**WHAT TO DO**
What is the count of lines in the records that include "lane"? Reply with that number alone.

▬▬▬▬▬▬▬▬▬▬

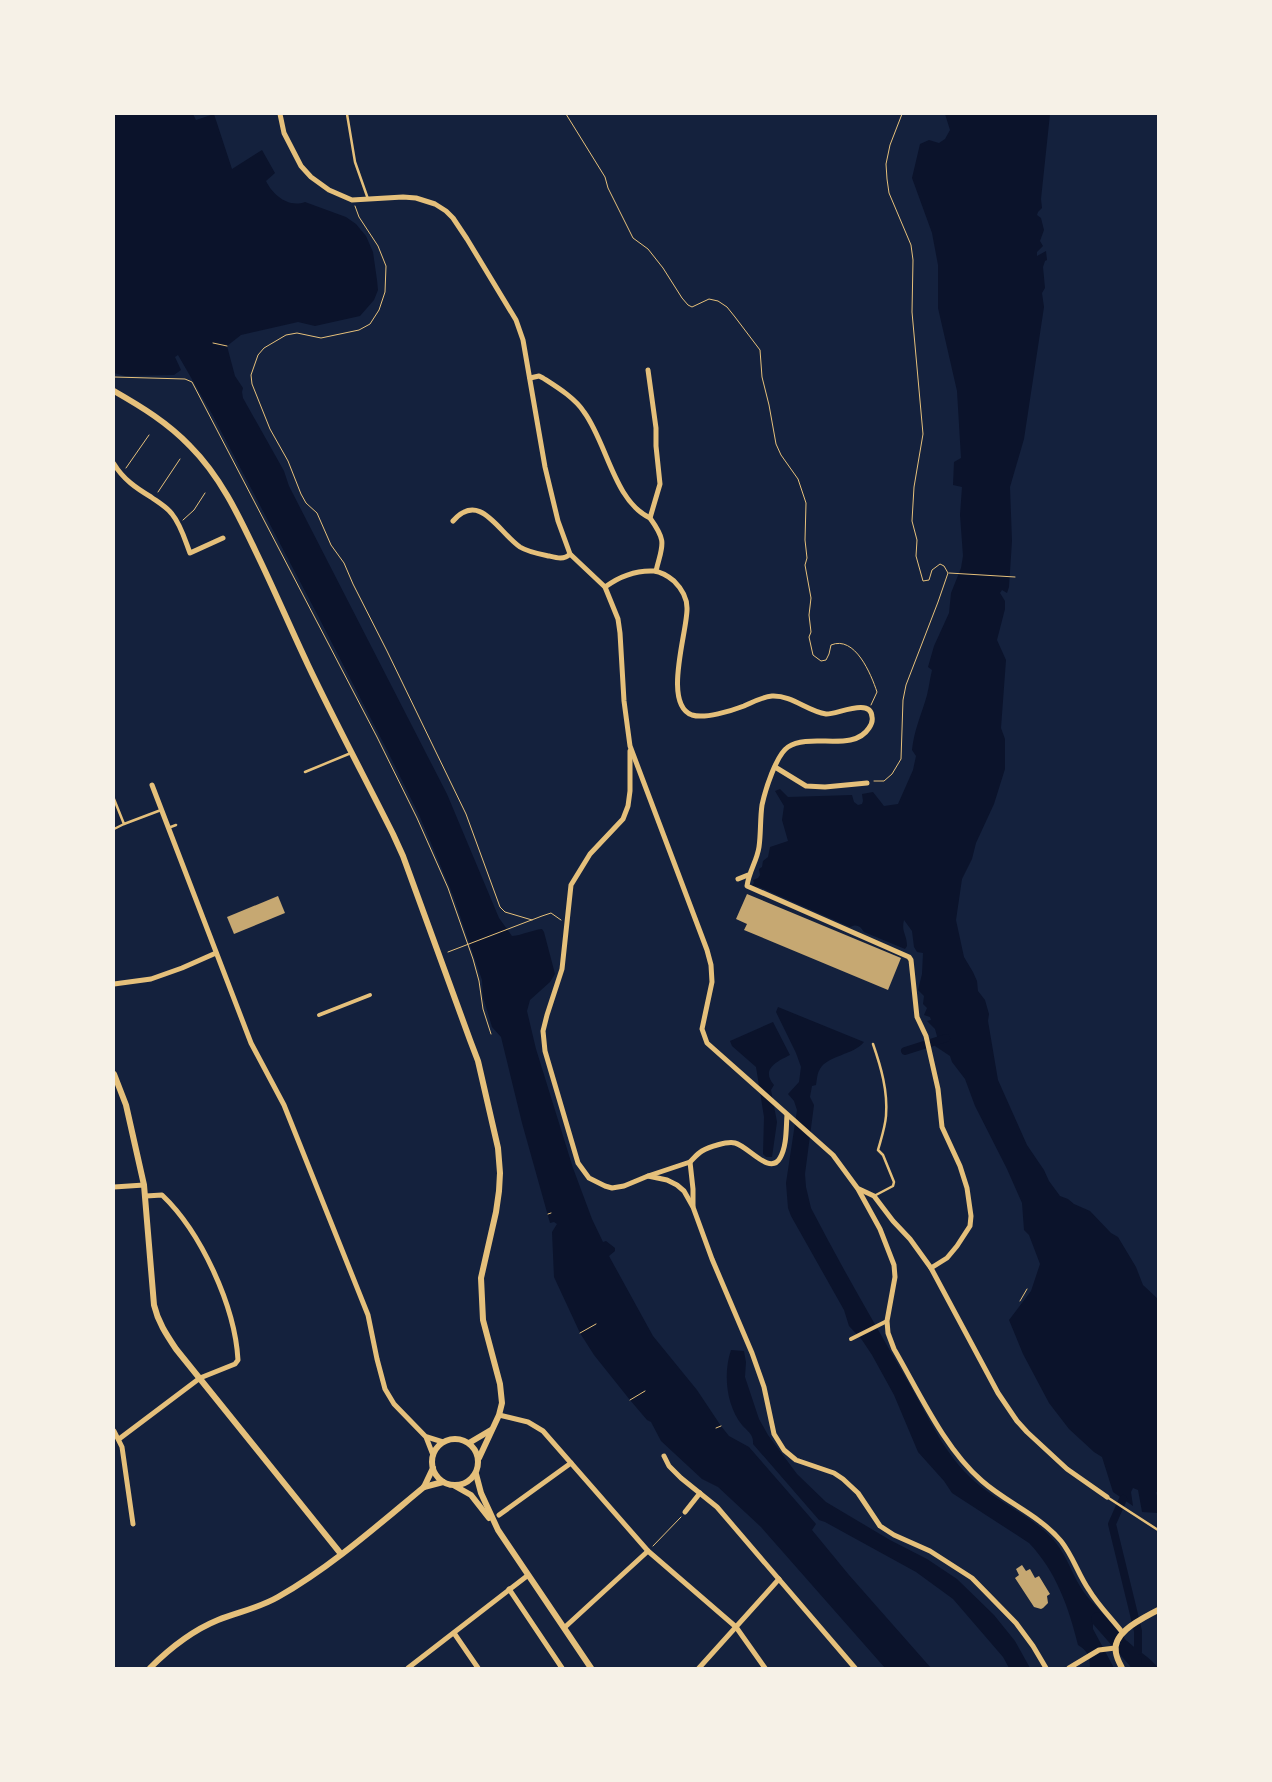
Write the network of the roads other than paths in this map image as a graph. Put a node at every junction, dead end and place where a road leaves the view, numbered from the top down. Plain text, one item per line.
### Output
1 (280, 114) edge
2 (347, 114) edge
3 (369, 200) junction
4 (648, 370) dead end
5 (530, 378) junction
6 (114, 391) edge
7 (114, 464) edge
8 (117, 472) edge
9 (650, 518) junction
10 (453, 521) dead end
11 (223, 538) dead end
12 (570, 554) junction
13 (656, 572) junction
14 (605, 587) junction
15 (630, 746) junction
16 (352, 752) junction
17 (775, 767) junction
18 (305, 772) dead end
19 (868, 783) road end
20 (152, 785) dead end
21 (114, 799) edge
22 (161, 810) junction
23 (124, 824) junction
24 (176, 825) dead end
25 (168, 828) junction
26 (114, 829) edge
27 (748, 875) junction
28 (738, 879) dead end
29 (216, 953) junction
30 (114, 984) edge
31 (370, 995) dead end
32 (319, 1015) dead end
33 (873, 1044) dead end
34 (114, 1074) edge
35 (787, 1116) junction
36 (690, 1162) junction
37 (648, 1176) junction
38 (144, 1185) junction
39 (114, 1187) edge
40 (858, 1189) junction
41 (146, 1196) junction
42 (874, 1196) junction
43 (693, 1207) junction
44 (931, 1268) junction
45 (887, 1321) junction
46 (851, 1339) dead end
47 (200, 1378) junction
48 (500, 1415) junction
49 (492, 1430) junction
50 (114, 1432) edge
51 (426, 1437) junction
52 (119, 1439) junction
53 (443, 1442) junction
54 (469, 1443) junction
55 (433, 1455) junction
56 (664, 1456) dead end
57 (479, 1458) junction
58 (571, 1463) junction
59 (433, 1468) junction
60 (476, 1474) junction
61 (443, 1482) junction
62 (454, 1486) junction
63 (424, 1487) junction
64 (700, 1493) junction
65 (1107, 1497) joint
66 (685, 1512) road end
67 (499, 1515) dead end
68 (133, 1524) dead end
69 (494, 1524) junction
70 (1158, 1530) edge
71 (648, 1551) junction
72 (341, 1554) junction
73 (527, 1576) junction
74 (779, 1579) junction
75 (509, 1589) junction
76 (1158, 1610) edge
77 (736, 1627) junction
78 (564, 1628) junction
79 (1124, 1631) junction
80 (454, 1633) junction
81 (1114, 1646) junction
82 (150, 1668) edge
83 (408, 1668) edge
84 (478, 1668) edge
85 (562, 1668) edge
86 (591, 1668) edge
87 (699, 1668) edge
88 (765, 1668) edge
89 (855, 1668) edge
90 (1046, 1668) edge
91 (1069, 1668) edge
92 (1122, 1668) edge

1 - 3 street
2 - 3 lane
3 - 5 street
4 - 9 street
5 - 9 street
5 - 12 street
6 - 16 street
7 - 8 street
8 - 11 street
9 - 13 street
10 - 12 street
12 - 14 street
13 - 14 street
13 - 17 street
14 - 15 street
15 - 35 street
15 - 37 street
16 - 18 lane
16 - 48 street
17 - 19 street
17 - 27 street
20 - 22 street
21 - 23 lane
22 - 23 lane
22 - 25 street
23 - 26 lane
24 - 25 lane
25 - 29 street
27 - 28 street
27 - 44 street
29 - 30 street
29 - 51 street
31 - 32 street
33 - 42 lane
34 - 38 street
35 - 36 street
35 - 40 street
36 - 37 street
36 - 43 street
37 - 43 street
38 - 39 street
38 - 41 street
40 - 42 street
40 - 45 street
41 - 47 street
41 - 47 street
42 - 44 street
43 - 90 street
44 - 65 street
45 - 46 street
45 - 79 street
47 - 52 street
47 - 72 street
48 - 49 street
48 - 58 street
49 - 54 street
49 - 57 street
50 - 52 street
51 - 53 street
51 - 55 street
52 - 68 street
53 - 54 street
53 - 55 street
54 - 57 street
55 - 59 street
56 - 64 street
57 - 60 street
58 - 67 street
58 - 71 street
59 - 61 street
59 - 63 street
60 - 62 street
60 - 69 street
61 - 62 street
61 - 63 street
62 - 69 street
63 - 72 street
64 - 66 street
64 - 74 street
65 - 70 lane
69 - 73 street
71 - 77 street
71 - 78 street
72 - 82 street
73 - 75 street
73 - 78 street
74 - 77 street
74 - 89 street
75 - 80 street
75 - 85 street
76 - 79 street
77 - 87 street
77 - 88 street
78 - 86 street
79 - 81 street
80 - 83 street
80 - 84 street
81 - 91 street
81 - 92 street

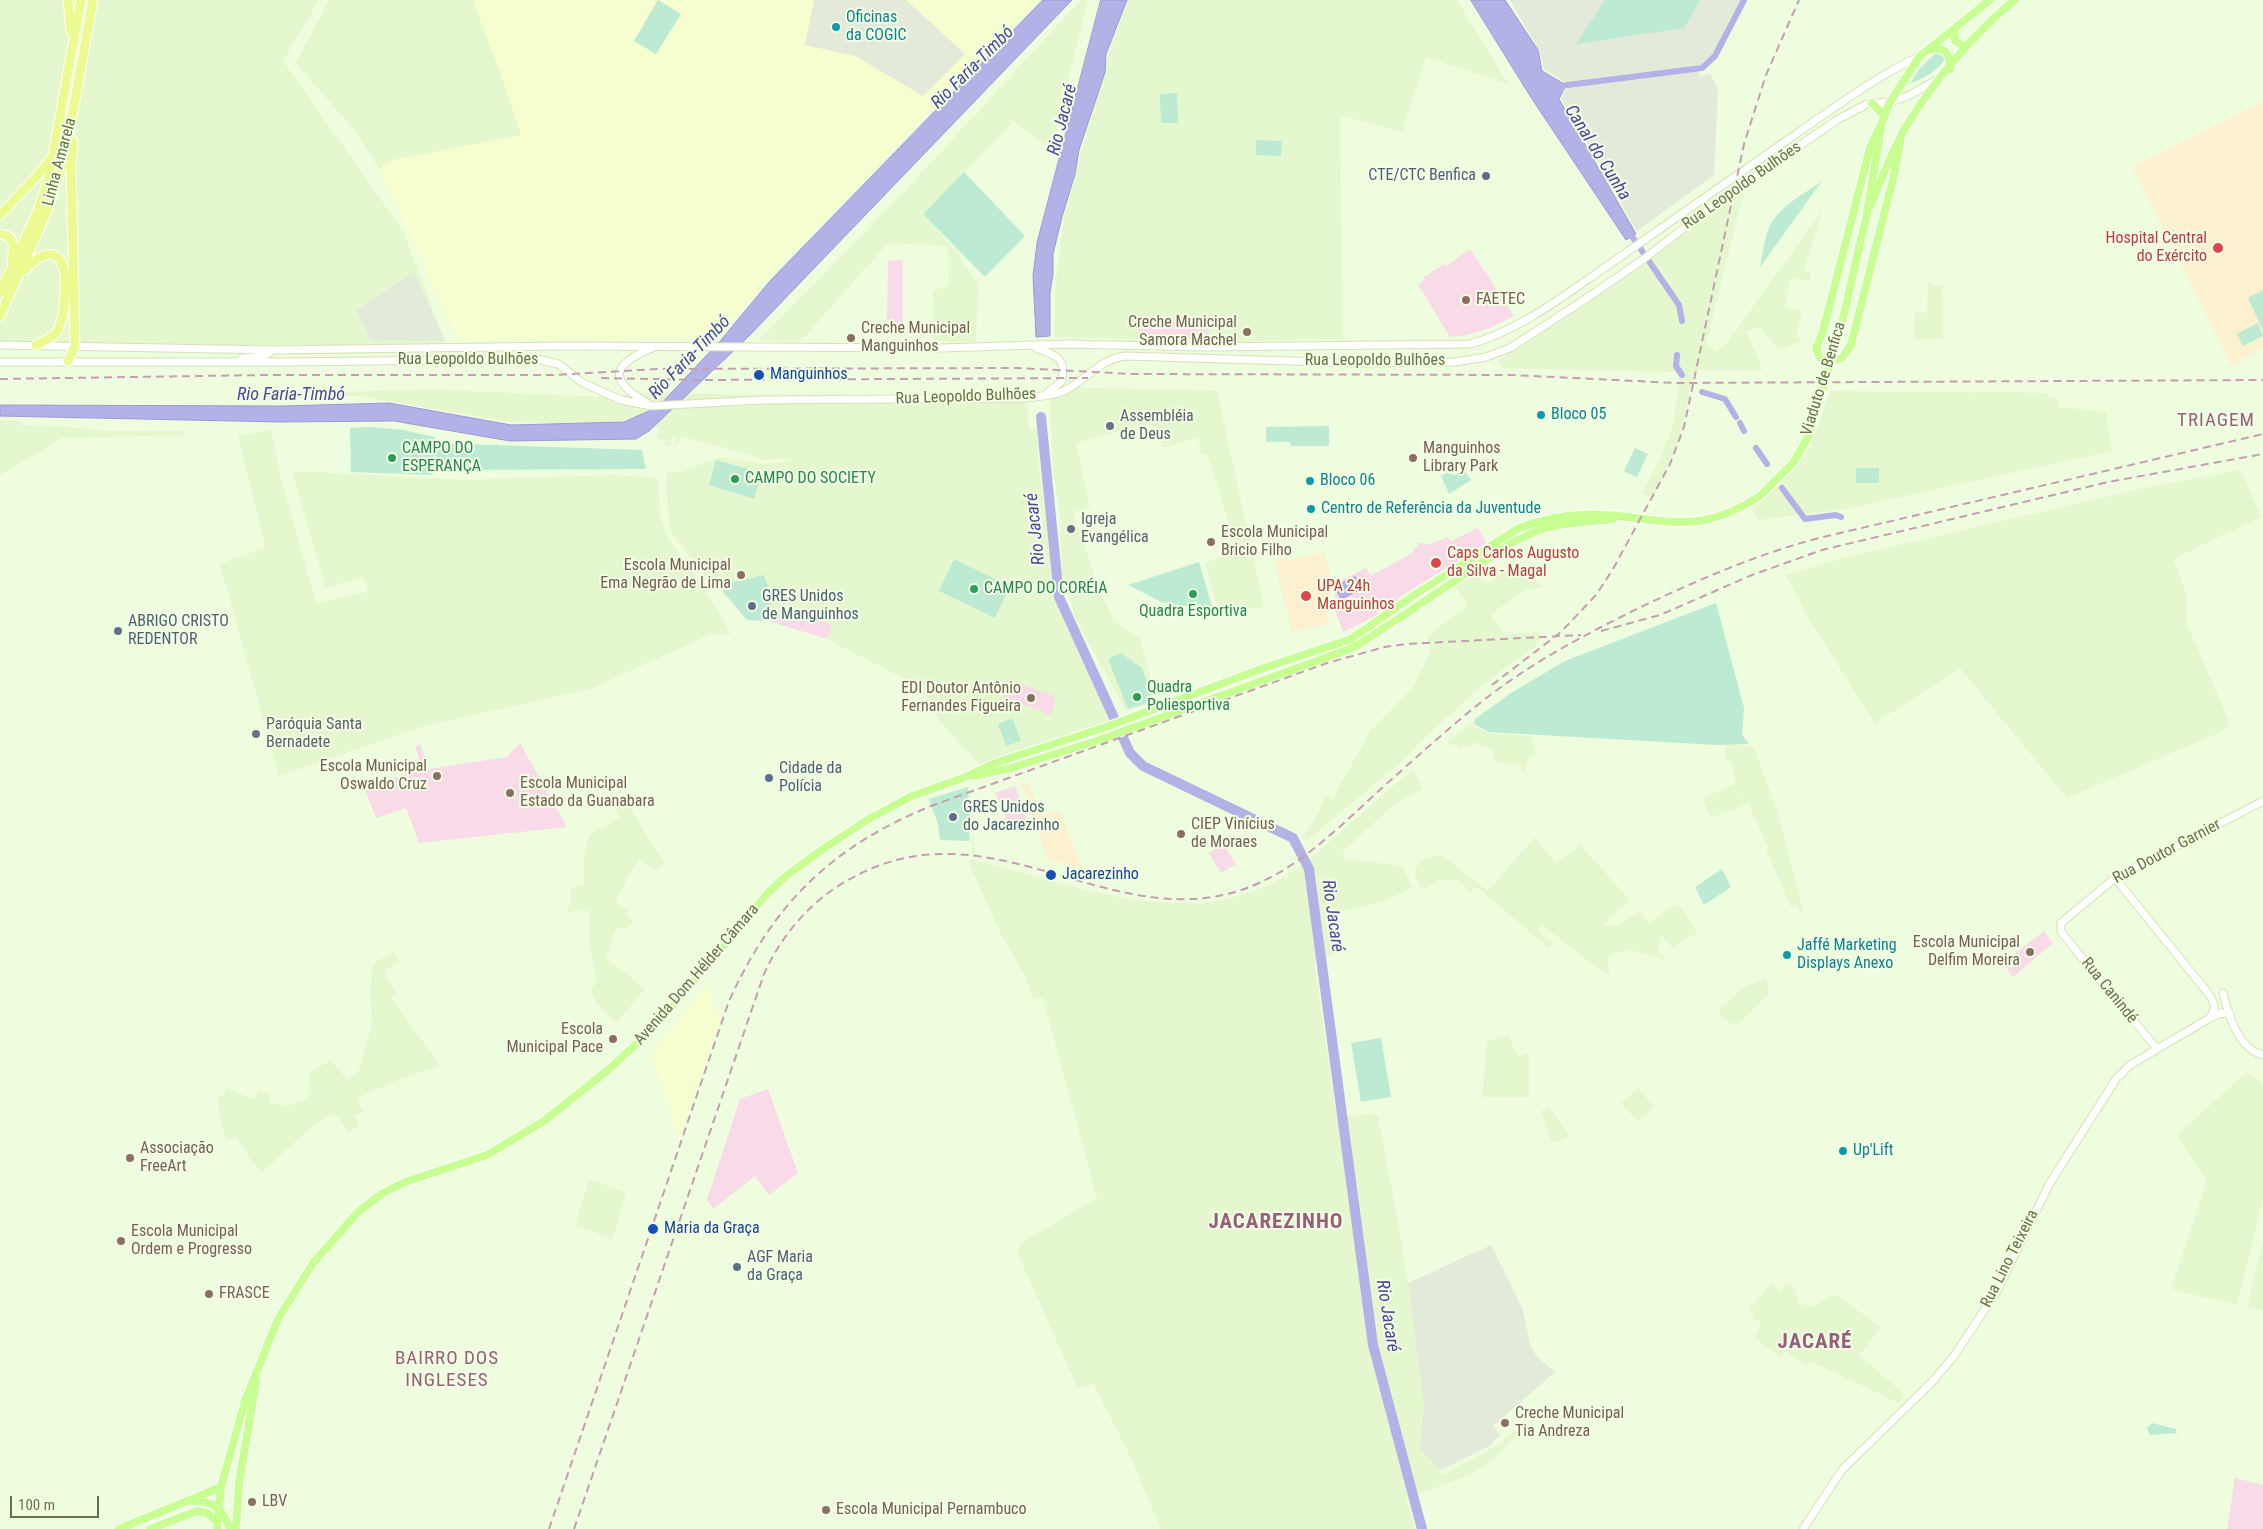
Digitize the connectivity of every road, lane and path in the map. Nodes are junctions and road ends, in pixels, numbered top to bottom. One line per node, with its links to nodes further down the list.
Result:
1 (68, 0): 8 (highway)
2 (81, 0): 8 (highway, Linha Amarela)
3 (93, 0): 15 (highway, Linha Amarela)
4 (1990, 0): 6 (main road)
5 (2014, 0): 7 (main road)
6 (1956, 27): 7 (main road); 9 (main road)
7 (1966, 47): 11 (main road)
8 (72, 48): 18 (highway, Linha Amarela)
9 (1928, 49): 10 (main road); 11 (main road)
10 (1920, 56): 13 (main road); 29 (main road, Rua Leopoldo Bulhões)
11 (1950, 68): 12 (main road)
12 (1940, 79): 13 (main road, Rua Leopoldo Bulhões); 17 (main road)
13 (1890, 102): 14 (main road, Rua Leopoldo Bulhões); 16 (main road)
14 (1872, 103): 16 (main road); 35 (main road, Rua Leopoldo Bulhões)
15 (73, 118): 23 (highway, Linha Amarela); 28 (highway)
16 (1883, 119): 17 (main road); 20 (main road)
17 (1901, 136): 20 (main road)
18 (54, 154): 19 (highway); 22 (highway, Linha Amarela)
19 (0, 215)
20 (1866, 219): 37 (main road, Viaduto de Benfica, bridge)
21 (0, 234): 22 (highway)
22 (8, 276): 24 (highway, Linha Amarela)
23 (17, 281): 25 (highway, Linha Amarela); 27 (highway)
24 (0, 293)
25 (0, 316)
26 (0, 345): 27 (main road, Rua Leopoldo Bulhões)
27 (36, 345): 28 (main road, Rua Leopoldo Bulhões)
28 (75, 346): 31 (main road, Rua Leopoldo Bulhões); 33 (highway)
29 (1032, 346): 30 (main road, Rua Leopoldo Bulhões); 35 (main road)
30 (655, 347): 31 (main road, Rua Leopoldo Bulhões); 36 (main road)
31 (273, 350): 34 (main road)
32 (0, 362): 33 (main road, Rua Leopoldo Bulhões)
33 (68, 362): 34 (main road, Rua Leopoldo Bulhões)
34 (222, 362): 36 (main road, Rua Leopoldo Bulhões)
35 (1044, 394): 36 (main road, Rua Leopoldo Bulhões)
36 (654, 406)
37 (1760, 496): 38 (main road, Avenida Dom Hélder Câmara)
38 (1623, 518): 39 (main road, Avenida Dom Hélder Câmara); 39 (main road, Avenida Dom Hélder Câmara)
39 (966, 777): 48 (main road, Avenida Dom Hélder Câmara)
40 (2263, 801): 41 (main road, Rua Doutor Garnier)
41 (2114, 878): 42 (main road, Rua Doutor Garnier); 45 (main road)
42 (2061, 932): 46 (main road, Rua Canindé)
43 (2223, 993): 44 (main road)
44 (2230, 1014): 45 (main road, Rua Lino Teixeira); 47 (main road)
45 (2208, 1020): 46 (main road, Rua Lino Teixeira)
46 (2157, 1049): 57 (main road, Rua Lino Teixeira)
47 (2260, 1054)
48 (258, 1370): 49 (main road, Avenida Dom Hélder Câmara); 56 (main road, Avenida Dom Hélder Câmara)
49 (221, 1487): 50 (main road); 51 (main road, Avenida Dom Hélder Câmara)
50 (189, 1501): 51 (main road); 53 (main road)
51 (218, 1506): 52 (main road, Avenida Dom Hélder Câmara); 55 (main road)
52 (217, 1525): 54 (main road)
53 (119, 1529)
54 (150, 1529)
55 (230, 1529)
56 (236, 1529)
57 (1803, 1529)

▬▬▬▬▬▬▬▬▬▬

**RESPONSE BELOW**
9